*** Given entries ***

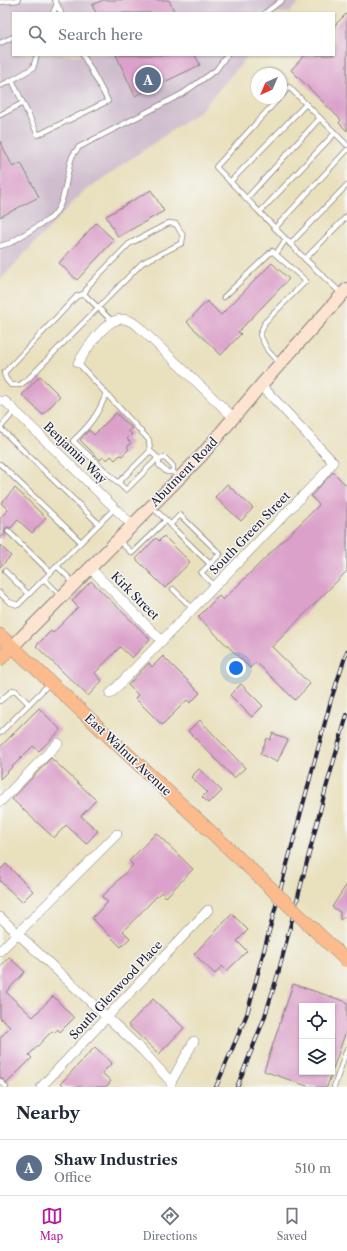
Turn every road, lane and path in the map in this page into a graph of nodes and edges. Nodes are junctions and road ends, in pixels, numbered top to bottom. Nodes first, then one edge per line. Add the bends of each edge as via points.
1 (18, 0) edge
2 (282, 0) edge
3 (0, 2) edge
4 (56, 2) edge
5 (53, 12) edge
6 (61, 12) edge
7 (266, 12) edge
8 (12, 37) edge
9 (0, 43) edge
10 (37, 56) edge
11 (84, 56) edge
12 (226, 56) edge
13 (12, 80) junction
14 (0, 86) edge
15 (287, 89) edge
16 (23, 103) junction
17 (274, 104) edge
18 (306, 104) junction
19 (0, 115) edge
20 (320, 118) junction
21 (334, 132) junction
22 (347, 145) edge
23 (347, 150) edge
24 (230, 182) junction
25 (347, 185) edge
26 (246, 198) junction
27 (260, 212) junction
28 (347, 216) edge
29 (275, 228) junction
30 (286, 240) junction
31 (290, 244) junction
32 (0, 246) edge
33 (276, 254) junction
34 (305, 259) junction
35 (344, 291) edge
36 (84, 294) junction
37 (224, 297) dead end
38 (98, 307) junction
39 (113, 322) junction
40 (78, 363) joint
41 (280, 364) junction
42 (261, 385) junction
43 (106, 394) junction
44 (0, 401) edge
45 (15, 411) junction
46 (234, 418) junction
47 (0, 428) edge
48 (150, 451) junction
49 (159, 459) junction
50 (0, 464) edge
51 (176, 475) junction
52 (118, 483) junction
53 (151, 506) junction
54 (115, 508) junction
55 (166, 520) junction
56 (99, 524) junction
57 (132, 525) junction
58 (170, 525) junction
59 (8, 531) dead end
60 (118, 540) junction
61 (81, 542) junction
62 (210, 564) junction
63 (57, 566) junction
64 (90, 568) junction
65 (5, 571) dead end
66 (50, 572) junction
67 (44, 579) junction
68 (75, 583) junction
69 (215, 586) junction
70 (173, 589) dead end
71 (28, 594) junction
72 (1, 595) edge
73 (62, 597) junction
74 (193, 609) junction
75 (0, 636) edge
76 (162, 641) junction
77 (12, 647) junction
78 (0, 660) edge
79 (50, 682) junction
80 (110, 694) dead end
81 (0, 701) edge
82 (29, 704) junction
83 (0, 733) edge
84 (58, 743) dead end
85 (0, 802) edge
86 (117, 834) dead end
87 (208, 910) dead end
88 (0, 917) edge
89 (18, 934) junction
90 (0, 951) edge
91 (347, 961) edge
92 (107, 1017) junction
93 (194, 1041) dead end
94 (347, 1049) edge
95 (0, 1082) edge
96 (171, 1084) edge
97 (6, 1087) edge
98 (41, 1087) edge
99 (334, 1087) edge

1 - 3 lane
2 - 7 lane
4 - 5 lane
4 - 6 lane
8 - 9 lane
10 - 13 lane via 33,68
11 - 16 lane via 108,102 38,136
12 - 32 lane via 216,70 182,94 79,147 72,156 56,214 10,243
13 - 14 lane
13 - 16 lane
15 - 18 lane via 289,87
16 - 19 lane
17 - 24 lane via 216,167
18 - 20 lane
18 - 24 lane
20 - 21 lane
20 - 26 lane
21 - 22 lane
21 - 27 lane
23 - 29 lane
24 - 26 lane
25 - 31 lane
26 - 27 lane
27 - 29 lane
28 - 34 lane
29 - 30 lane
30 - 31 lane
30 - 33 lane
31 - 34 lane
33 - 37 lane via 272,251
33 - 41 lane via 306,281 265,322 260,335 268,351
34 - 35 lane
35 - 41 main road, Abutment Road
36 - 38 lane
36 - 38 lane via 77,296 4,373 11,385 20,385 28,379
36 - 38 lane via 89,285 129,244 169,223 176,224 183,236 182,244 142,263
38 - 39 lane
39 - 40 street via 87,347
39 - 46 street via 128,320 139,327
40 - 43 lane
41 - 42 main road, Abutment Road
42 - 46 main road, Abutment Road
42 - 69 street, South Green Street via 332,462 323,475
43 - 48 lane via 149,440
43 - 52 lane via 90,424 73,441
44 - 45 street, Benjamin Way via 7,403
45 - 47 lane
45 - 54 street, Benjamin Way
46 - 51 main road, Abutment Road via 200,456
47 - 56 lane
48 - 49 lane
48 - 52 lane
49 - 51 lane via 159,465
49 - 51 lane via 165,458 173,466
49 - 52 lane via 126,490
50 - 61 lane
51 - 53 main road, Abutment Road
53 - 55 lane
53 - 57 main road, Abutment Road
54 - 56 lane
54 - 57 street, Benjamin Way
55 - 58 lane
55 - 60 lane via 132,553
56 - 61 lane
57 - 60 main road, Abutment Road
58 - 62 lane
58 - 62 lane via 180,515 220,554
59 - 66 lane
60 - 64 main road, Abutment Road
61 - 63 lane
62 - 69 lane via 201,573
63 - 66 lane
63 - 68 lane
64 - 68 main road, Abutment Road
64 - 76 street, Kirk Street
65 - 71 lane
66 - 67 lane
67 - 71 lane
67 - 73 lane
68 - 73 main road, Abutment Road
69 - 74 street, South Green Street
70 - 74 lane
71 - 72 lane via 18,605
73 - 77 main road, Abutment Road
74 - 76 street, South Green Street
75 - 77 main road, East Walnut Avenue
76 - 80 street, South Green Street
77 - 78 main road
77 - 79 main road, East Walnut Avenue
79 - 82 lane
79 - 91 main road, East Walnut Avenue, bridge
81 - 82 lane via 13,690
82 - 83 lane
84 - 85 street
86 - 89 street
87 - 92 street, South Glenwood Place
88 - 89 street
89 - 90 street
89 - 92 street
92 - 96 street via 142,1050
92 - 98 street, South Glenwood Place
93 - 96 street
94 - 99 lane
95 - 97 lane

***

**Your goal:**
Every record should come back exactly as it is, though none of the pictures should.

**The completed task:**
Turn every road, lane and path in the map in this page into a graph of nodes and edges. Nodes are junctions and road ends, in pixels, numbered top to bottom. Nodes first, then one edge per line. Add the bends of each edge as via points.
1 (18, 0) edge
2 (282, 0) edge
3 (0, 2) edge
4 (56, 2) edge
5 (53, 12) edge
6 (61, 12) edge
7 (266, 12) edge
8 (12, 37) edge
9 (0, 43) edge
10 (37, 56) edge
11 (84, 56) edge
12 (226, 56) edge
13 (12, 80) junction
14 (0, 86) edge
15 (287, 89) edge
16 (23, 103) junction
17 (274, 104) edge
18 (306, 104) junction
19 (0, 115) edge
20 (320, 118) junction
21 (334, 132) junction
22 (347, 145) edge
23 (347, 150) edge
24 (230, 182) junction
25 (347, 185) edge
26 (246, 198) junction
27 (260, 212) junction
28 (347, 216) edge
29 (275, 228) junction
30 (286, 240) junction
31 (290, 244) junction
32 (0, 246) edge
33 (276, 254) junction
34 (305, 259) junction
35 (344, 291) edge
36 (84, 294) junction
37 (224, 297) dead end
38 (98, 307) junction
39 (113, 322) junction
40 (78, 363) joint
41 (280, 364) junction
42 (261, 385) junction
43 (106, 394) junction
44 (0, 401) edge
45 (15, 411) junction
46 (234, 418) junction
47 (0, 428) edge
48 (150, 451) junction
49 (159, 459) junction
50 (0, 464) edge
51 (176, 475) junction
52 (118, 483) junction
53 (151, 506) junction
54 (115, 508) junction
55 (166, 520) junction
56 (99, 524) junction
57 (132, 525) junction
58 (170, 525) junction
59 (8, 531) dead end
60 (118, 540) junction
61 (81, 542) junction
62 (210, 564) junction
63 (57, 566) junction
64 (90, 568) junction
65 (5, 571) dead end
66 (50, 572) junction
67 (44, 579) junction
68 (75, 583) junction
69 (215, 586) junction
70 (173, 589) dead end
71 (28, 594) junction
72 (1, 595) edge
73 (62, 597) junction
74 (193, 609) junction
75 (0, 636) edge
76 (162, 641) junction
77 (12, 647) junction
78 (0, 660) edge
79 (50, 682) junction
80 (110, 694) dead end
81 (0, 701) edge
82 (29, 704) junction
83 (0, 733) edge
84 (58, 743) dead end
85 (0, 802) edge
86 (117, 834) dead end
87 (208, 910) dead end
88 (0, 917) edge
89 (18, 934) junction
90 (0, 951) edge
91 (347, 961) edge
92 (107, 1017) junction
93 (194, 1041) dead end
94 (347, 1049) edge
95 (0, 1082) edge
96 (171, 1084) edge
97 (6, 1087) edge
98 (41, 1087) edge
99 (334, 1087) edge

1 - 3 lane
2 - 7 lane
4 - 5 lane
4 - 6 lane
8 - 9 lane
10 - 13 lane via 33,68
11 - 16 lane via 108,102 38,136
12 - 32 lane via 216,70 182,94 79,147 72,156 56,214 10,243
13 - 14 lane
13 - 16 lane
15 - 18 lane via 289,87
16 - 19 lane
17 - 24 lane via 216,167
18 - 20 lane
18 - 24 lane
20 - 21 lane
20 - 26 lane
21 - 22 lane
21 - 27 lane
23 - 29 lane
24 - 26 lane
25 - 31 lane
26 - 27 lane
27 - 29 lane
28 - 34 lane
29 - 30 lane
30 - 31 lane
30 - 33 lane
31 - 34 lane
33 - 37 lane via 272,251
33 - 41 lane via 306,281 265,322 260,335 268,351
34 - 35 lane
35 - 41 main road, Abutment Road
36 - 38 lane
36 - 38 lane via 77,296 4,373 11,385 20,385 28,379
36 - 38 lane via 89,285 129,244 169,223 176,224 183,236 182,244 142,263
38 - 39 lane
39 - 40 street via 87,347
39 - 46 street via 128,320 139,327
40 - 43 lane
41 - 42 main road, Abutment Road
42 - 46 main road, Abutment Road
42 - 69 street, South Green Street via 332,462 323,475
43 - 48 lane via 149,440
43 - 52 lane via 90,424 73,441
44 - 45 street, Benjamin Way via 7,403
45 - 47 lane
45 - 54 street, Benjamin Way
46 - 51 main road, Abutment Road via 200,456
47 - 56 lane
48 - 49 lane
48 - 52 lane
49 - 51 lane via 159,465
49 - 51 lane via 165,458 173,466
49 - 52 lane via 126,490
50 - 61 lane
51 - 53 main road, Abutment Road
53 - 55 lane
53 - 57 main road, Abutment Road
54 - 56 lane
54 - 57 street, Benjamin Way
55 - 58 lane
55 - 60 lane via 132,553
56 - 61 lane
57 - 60 main road, Abutment Road
58 - 62 lane
58 - 62 lane via 180,515 220,554
59 - 66 lane
60 - 64 main road, Abutment Road
61 - 63 lane
62 - 69 lane via 201,573
63 - 66 lane
63 - 68 lane
64 - 68 main road, Abutment Road
64 - 76 street, Kirk Street
65 - 71 lane
66 - 67 lane
67 - 71 lane
67 - 73 lane
68 - 73 main road, Abutment Road
69 - 74 street, South Green Street
70 - 74 lane
71 - 72 lane via 18,605
73 - 77 main road, Abutment Road
74 - 76 street, South Green Street
75 - 77 main road, East Walnut Avenue
76 - 80 street, South Green Street
77 - 78 main road
77 - 79 main road, East Walnut Avenue
79 - 82 lane
79 - 91 main road, East Walnut Avenue, bridge
81 - 82 lane via 13,690
82 - 83 lane
84 - 85 street
86 - 89 street
87 - 92 street, South Glenwood Place
88 - 89 street
89 - 90 street
89 - 92 street
92 - 96 street via 142,1050
92 - 98 street, South Glenwood Place
93 - 96 street
94 - 99 lane
95 - 97 lane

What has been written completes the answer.